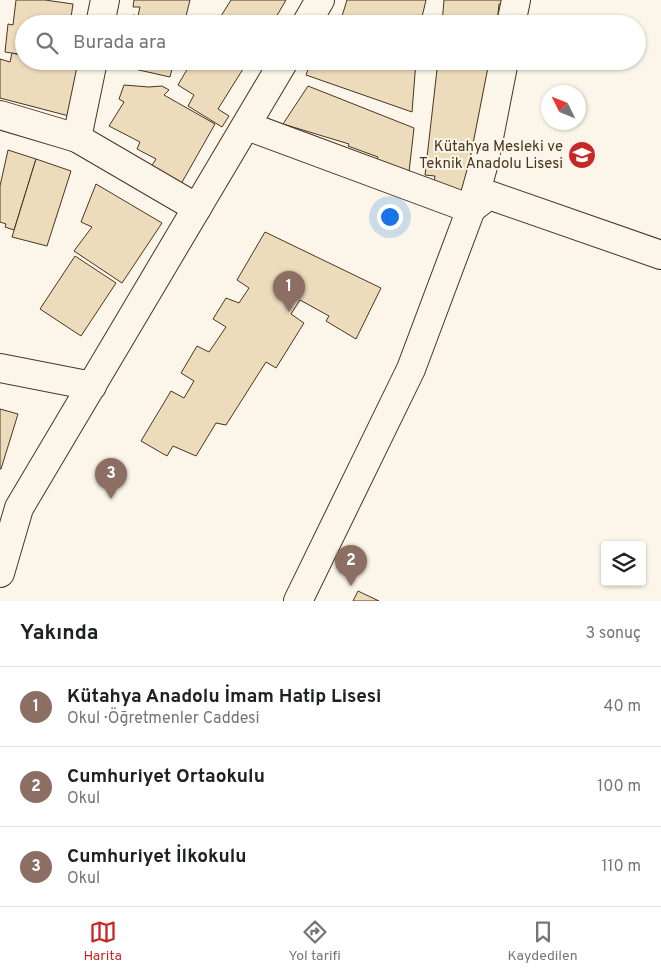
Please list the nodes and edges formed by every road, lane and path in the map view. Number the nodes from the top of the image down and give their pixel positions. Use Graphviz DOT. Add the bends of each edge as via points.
graph roads {
  1 [pos="105,0"];
  2 [pos="320,0"];
  3 [pos="516,0"];
  4 [pos="102,15"];
  5 [pos="311,15"];
  6 [pos="513,15"];
  7 [pos="91,70"];
  8 [pos="279,70"];
  9 [pos="502,70"];
  10 [pos="0,115"];
  11 [pos="247,126"];
  12 [pos="78,138"];
  13 [pos="197,208"];
  14 [pos="471,209"];
  15 [pos="661,255"];
  16 [pos="0,368"];
  17 [pos="92,386"];
  18 [pos="0,573"];
  19 [pos="298,601"];
  1 -- 4 [label="street"];
  2 -- 5 [label="street"];
  3 -- 6 [label="street"];
  7 -- 12 [label="street"];
  8 -- 11 [label="street"];
  9 -- 14 [label="street" via="484,163"];
  10 -- 12 [label="street"];
  11 -- 13 [label="street"];
  11 -- 14 [label="street"];
  12 -- 13 [label="street"];
  13 -- 17 [label="street"];
  14 -- 15 [label="street" via="490,195"];
  14 -- 19 [label="street" via="411,369"];
  16 -- 17 [label="street"];
  17 -- 18 [label="street" via="19,508"];
}
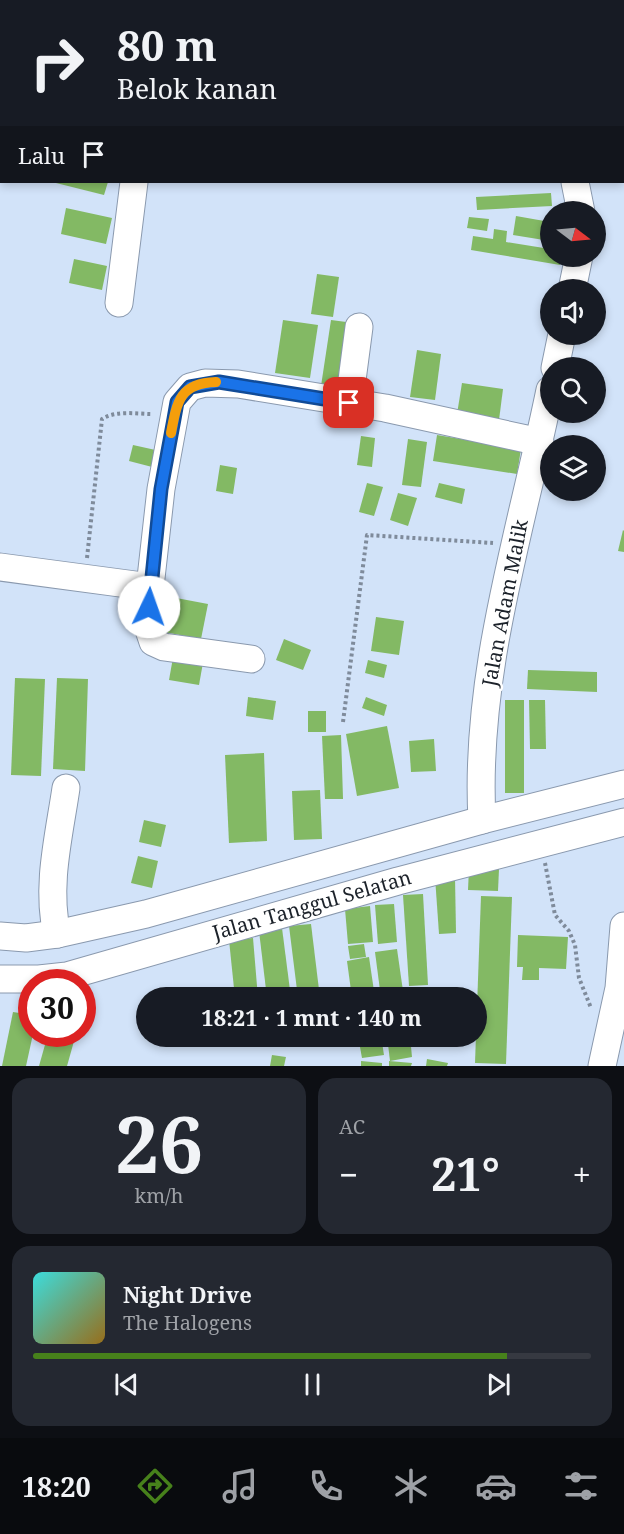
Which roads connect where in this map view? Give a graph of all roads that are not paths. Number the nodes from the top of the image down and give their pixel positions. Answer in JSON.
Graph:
{"nodes":[{"id":1,"x":135,"y":183,"type":"edge"},
{"id":2,"x":575,"y":183,"type":"edge"},
{"id":3,"x":579,"y":201,"type":"edge"},
{"id":4,"x":119,"y":303,"type":"dead end"},
{"id":5,"x":359,"y":327,"type":"dead end"},
{"id":6,"x":349,"y":403,"type":"junction"},
{"id":7,"x":540,"y":442,"type":"joint"},
{"id":8,"x":0,"y":567,"type":"edge"},
{"id":9,"x":150,"y":587,"type":"junction"},
{"id":10,"x":251,"y":659,"type":"dead end"},
{"id":11,"x":624,"y":784,"type":"edge"},
{"id":12,"x":66,"y":788,"type":"dead end"},
{"id":13,"x":482,"y":820,"type":"junction"},
{"id":14,"x":624,"y":822,"type":"edge"},
{"id":15,"x":624,"y":926,"type":"edge"},
{"id":16,"x":57,"y":934,"type":"junction"},
{"id":17,"x":0,"y":936,"type":"edge"},
{"id":18,"x":0,"y":979,"type":"edge"},
{"id":19,"x":602,"y":1066,"type":"edge"}],
"edges":[{"from":1,"to":4,"type":"street"},
{"from":2,"to":3,"type":"street"},
{"from":5,"to":6,"type":"street"},
{"from":6,"to":7,"type":"street"},
{"from":6,"to":9,"type":"street"},
{"from":7,"to":13,"type":"street","name":"Jalan Adam Malik"},
{"from":8,"to":9,"type":"street"},
{"from":9,"to":10,"type":"street"},
{"from":11,"to":13,"type":"street","name":"Jalan Tanggul Selatan"},
{"from":12,"to":16,"type":"street"},
{"from":13,"to":16,"type":"street","name":"Jalan Tanggul Selatan"},
{"from":14,"to":18,"type":"street","name":"Jalan Tanggul Selatan"},
{"from":15,"to":19,"type":"street"},
{"from":16,"to":17,"type":"street","name":"Jalan Tanggul Selatan"}]}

# # # # # # #

Required action:
Every record, word for word, should be given back without its pictures.

Answer to the problem:
Please list the nodes and edges formed by every road, lane and path in the map view. Number the nodes from the top of the image down and give their pixel positions. Use Graphviz DOT. Add the bends of each edge as via points.
graph roads {
  1 [pos="105,0"];
  2 [pos="320,0"];
  3 [pos="516,0"];
  4 [pos="102,15"];
  5 [pos="311,15"];
  6 [pos="513,15"];
  7 [pos="91,70"];
  8 [pos="279,70"];
  9 [pos="502,70"];
  10 [pos="0,115"];
  11 [pos="247,126"];
  12 [pos="78,138"];
  13 [pos="197,208"];
  14 [pos="471,209"];
  15 [pos="661,255"];
  16 [pos="0,368"];
  17 [pos="92,386"];
  18 [pos="0,573"];
  19 [pos="298,601"];
  1 -- 4 [label="street"];
  2 -- 5 [label="street"];
  3 -- 6 [label="street"];
  7 -- 12 [label="street"];
  8 -- 11 [label="street"];
  9 -- 14 [label="street" via="484,163"];
  10 -- 12 [label="street"];
  11 -- 13 [label="street"];
  11 -- 14 [label="street"];
  12 -- 13 [label="street"];
  13 -- 17 [label="street"];
  14 -- 15 [label="street" via="490,195"];
  14 -- 19 [label="street" via="411,369"];
  16 -- 17 [label="street"];
  17 -- 18 [label="street" via="19,508"];
}
Which roads connect where in this map view? Give a graph of all roads that are not paths. Number the nodes from the top of the image down and give their pixel positions. Answer in JSON.
Graph:
{"nodes":[{"id":1,"x":135,"y":183,"type":"edge"},
{"id":2,"x":575,"y":183,"type":"edge"},
{"id":3,"x":579,"y":201,"type":"edge"},
{"id":4,"x":119,"y":303,"type":"dead end"},
{"id":5,"x":359,"y":327,"type":"dead end"},
{"id":6,"x":349,"y":403,"type":"junction"},
{"id":7,"x":540,"y":442,"type":"joint"},
{"id":8,"x":0,"y":567,"type":"edge"},
{"id":9,"x":150,"y":587,"type":"junction"},
{"id":10,"x":251,"y":659,"type":"dead end"},
{"id":11,"x":624,"y":784,"type":"edge"},
{"id":12,"x":66,"y":788,"type":"dead end"},
{"id":13,"x":482,"y":820,"type":"junction"},
{"id":14,"x":624,"y":822,"type":"edge"},
{"id":15,"x":624,"y":926,"type":"edge"},
{"id":16,"x":57,"y":934,"type":"junction"},
{"id":17,"x":0,"y":936,"type":"edge"},
{"id":18,"x":0,"y":979,"type":"edge"},
{"id":19,"x":602,"y":1066,"type":"edge"}],
"edges":[{"from":1,"to":4,"type":"street"},
{"from":2,"to":3,"type":"street"},
{"from":5,"to":6,"type":"street"},
{"from":6,"to":7,"type":"street"},
{"from":6,"to":9,"type":"street"},
{"from":7,"to":13,"type":"street","name":"Jalan Adam Malik"},
{"from":8,"to":9,"type":"street"},
{"from":9,"to":10,"type":"street"},
{"from":11,"to":13,"type":"street","name":"Jalan Tanggul Selatan"},
{"from":12,"to":16,"type":"street"},
{"from":13,"to":16,"type":"street","name":"Jalan Tanggul Selatan"},
{"from":14,"to":18,"type":"street","name":"Jalan Tanggul Selatan"},
{"from":15,"to":19,"type":"street"},
{"from":16,"to":17,"type":"street","name":"Jalan Tanggul Selatan"}]}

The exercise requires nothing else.